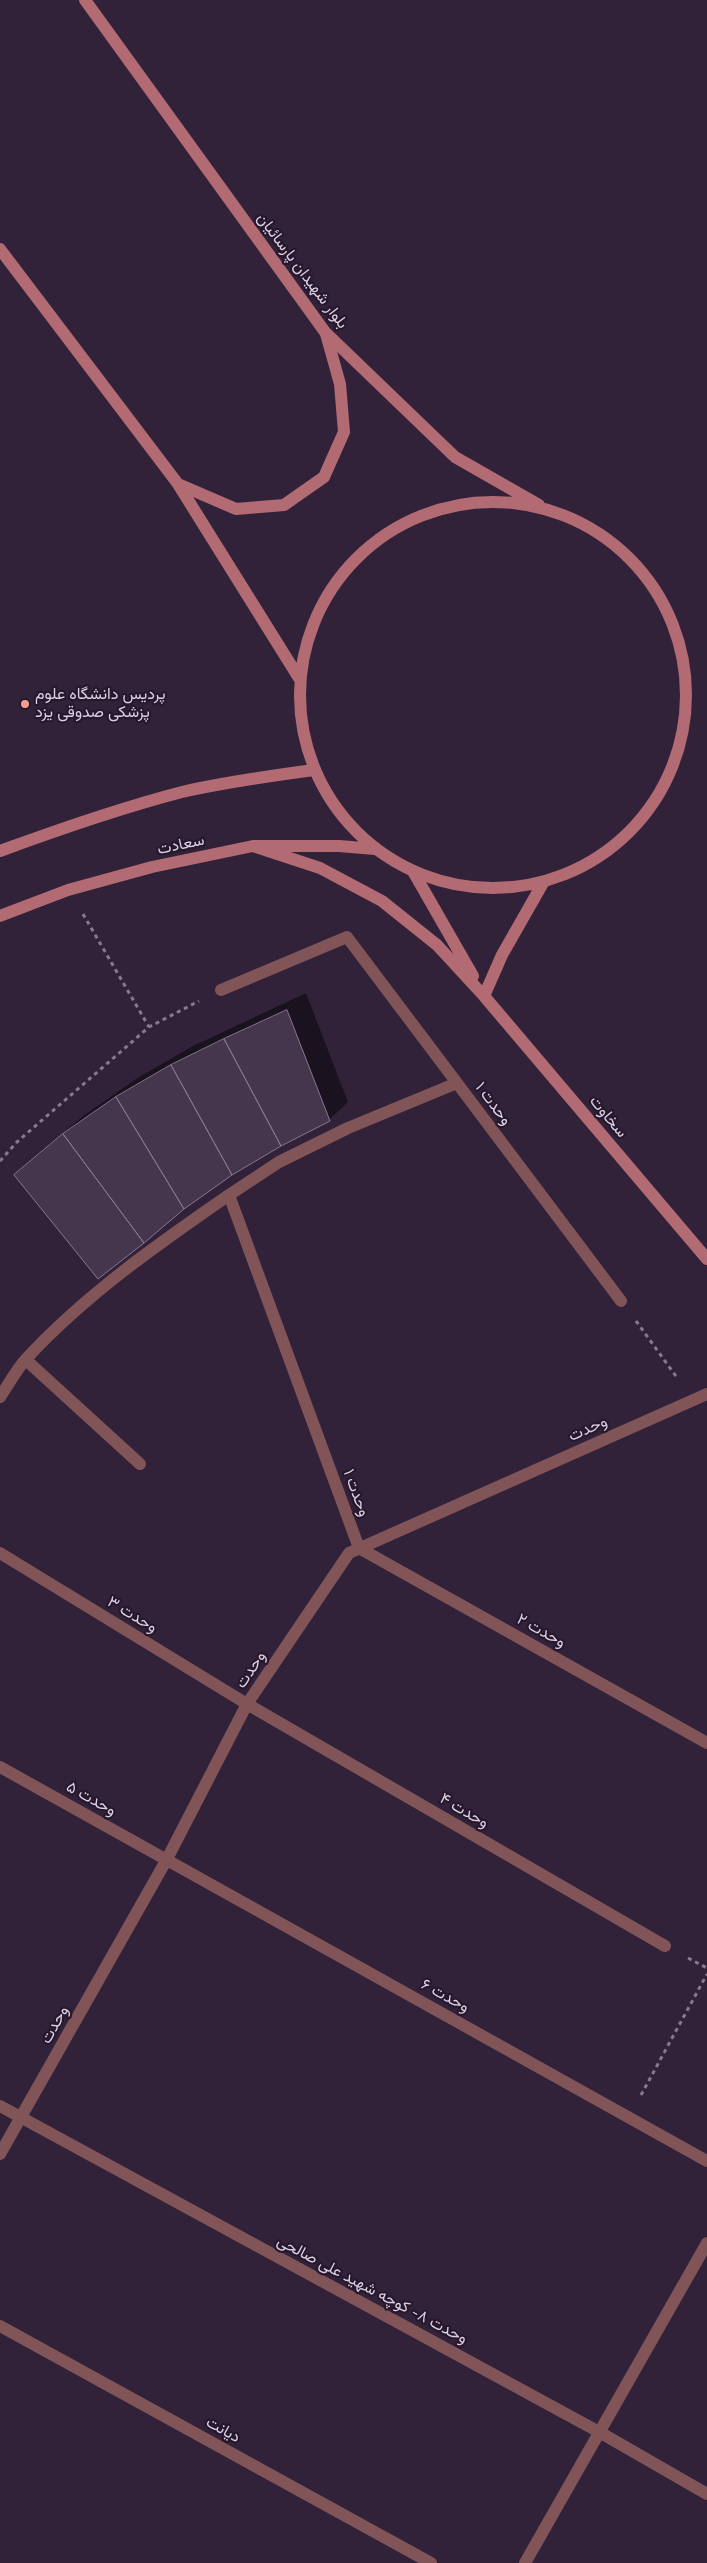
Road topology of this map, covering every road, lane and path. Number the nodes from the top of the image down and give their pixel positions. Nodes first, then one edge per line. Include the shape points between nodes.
1 (85, 0) edge
2 (0, 249) edge
3 (325, 332) junction
4 (178, 484) junction
5 (546, 509) junction
6 (300, 678) junction
7 (314, 770) junction
8 (253, 846) junction
9 (375, 849) junction
10 (0, 851) edge
11 (414, 873) junction
12 (543, 884) junction
13 (68, 890) junction
14 (0, 916) edge
15 (221, 990) joint
16 (484, 996) junction
17 (149, 1027) junction
18 (457, 1083) junction
19 (0, 1161) edge
20 (229, 1195) junction
21 (707, 1259) edge
22 (622, 1301) joint
23 (26, 1360) junction
24 (707, 1394) edge
25 (0, 1397) edge
26 (693, 1400) junction
27 (140, 1464) dead end
28 (359, 1548) junction
29 (0, 1553) edge
30 (247, 1704) junction
31 (707, 1743) edge
32 (0, 1767) edge
33 (167, 1859) junction
34 (665, 1946) dead end
35 (707, 1974) edge
36 (0, 2106) edge
37 (21, 2118) junction
38 (629, 2118) junction
39 (0, 2154) edge
40 (707, 2161) edge
41 (707, 2243) edge
42 (0, 2326) edge
43 (600, 2433) junction
44 (707, 2494) edge
45 (431, 2563) edge
46 (525, 2563) edge

1 - 3 street, بلوار شهیدان پارسائیان
2 - 4 street
3 - 4 street via 340,384 344,432 324,477 284,504 236,509
3 - 5 street, بلوار شهیدان پارسائیان via 455,457
4 - 6 street
5 - 6 street via 497,502 449,507 403,523 363,551 331,587 310,631
5 - 12 street via 603,536 648,579 678,636 688,698 677,760 647,816 600,858
6 - 7 street via 301,725
7 - 9 street via 339,813
7 - 10 street via 182,792 97,816
8 - 9 street, سعادت
8 - 13 street, سعادت via 152,867
8 - 16 street via 320,868 382,902 437,944
9 - 11 street
11 - 12 street via 478,889
11 - 16 street
12 - 16 street via 502,955
13 - 14 street, سعادت
13 - 17 path
15 - 17 path
15 - 18 street via 347,937
16 - 21 street, سخاوت
17 - 19 path via 17,1142
18 - 20 street, وحدت ۱ via 348,1128 279,1162
18 - 22 street, وحدت ۱
20 - 23 street, وحدت ۱ via 157,1245 105,1287
20 - 28 street, وحدت ۱
22 - 26 path
23 - 25 street, وحدت ۱
23 - 27 street
24 - 26 street, وحدت
26 - 28 street, وحدت
28 - 30 street, وحدت via 349,1554
28 - 31 street, وحدت ۲
29 - 30 street, وحدت ۳
30 - 33 street, وحدت
30 - 34 street, وحدت ۴
32 - 33 street, وحدت ۵
33 - 37 street, وحدت
33 - 38 street, وحدت ۶
35 - 38 path
36 - 37 street, وحدت ۸- کوچه شهید علی صالحی
37 - 39 street, وحدت
37 - 43 street, وحدت ۸- کوچه شهید علی صالحی
38 - 40 street, وحدت ۶
41 - 43 street
42 - 45 street, دیانت
43 - 44 street, وحدت ۸- کوچه شهید علی صالحی
43 - 46 street

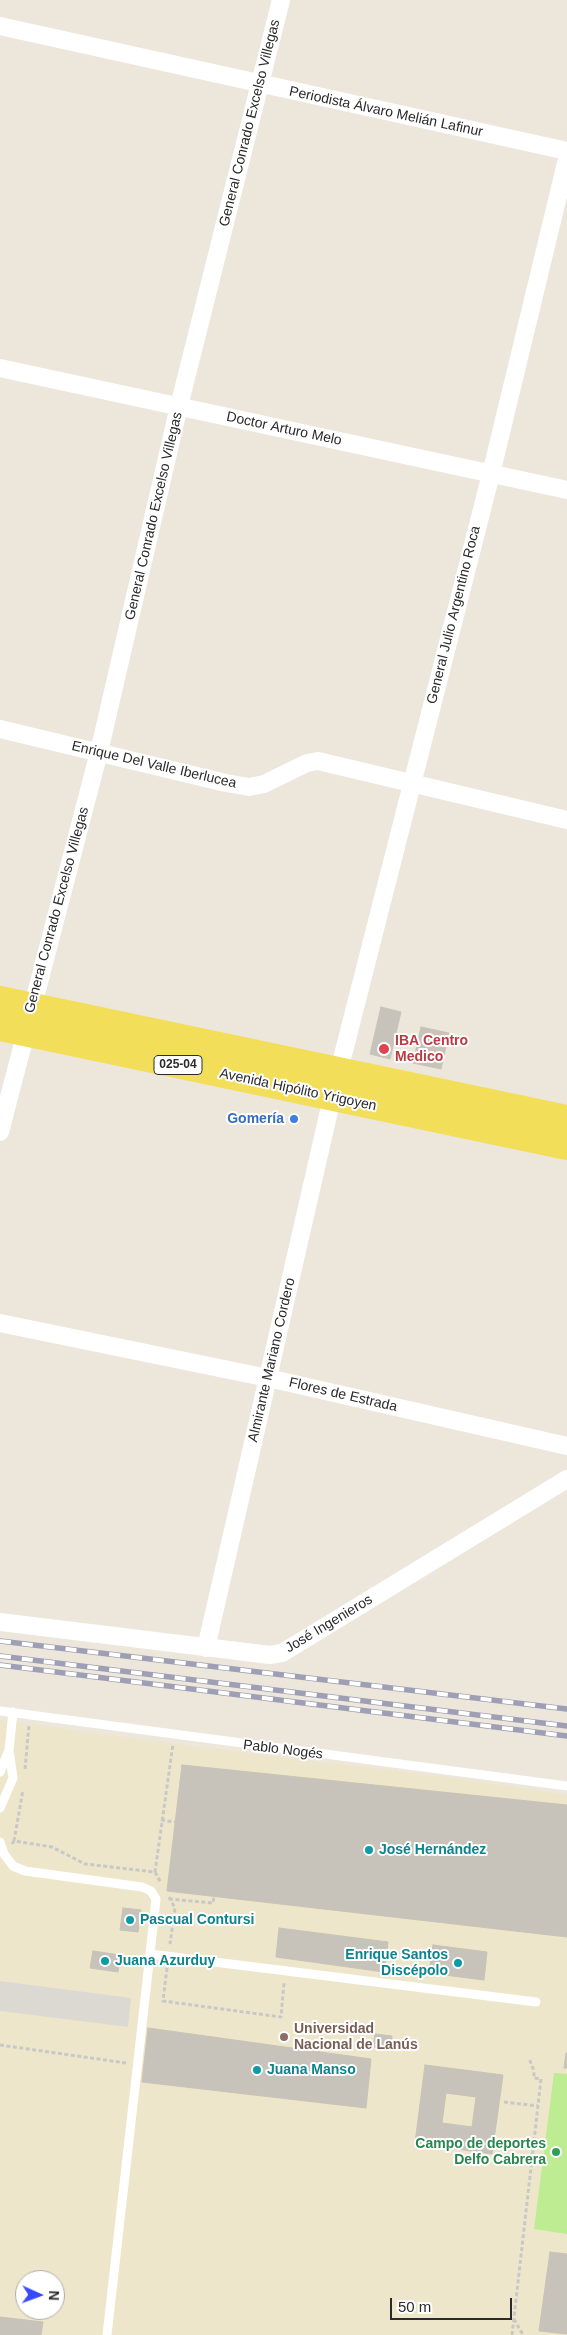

=======

— Directions —
Reply with every line of the listing that has the string "کوچه".

— Response —
36 - 37 street, وحدت ۸- کوچه شهید علی صالحی
37 - 43 street, وحدت ۸- کوچه شهید علی صالحی
43 - 44 street, وحدت ۸- کوچه شهید علی صالحی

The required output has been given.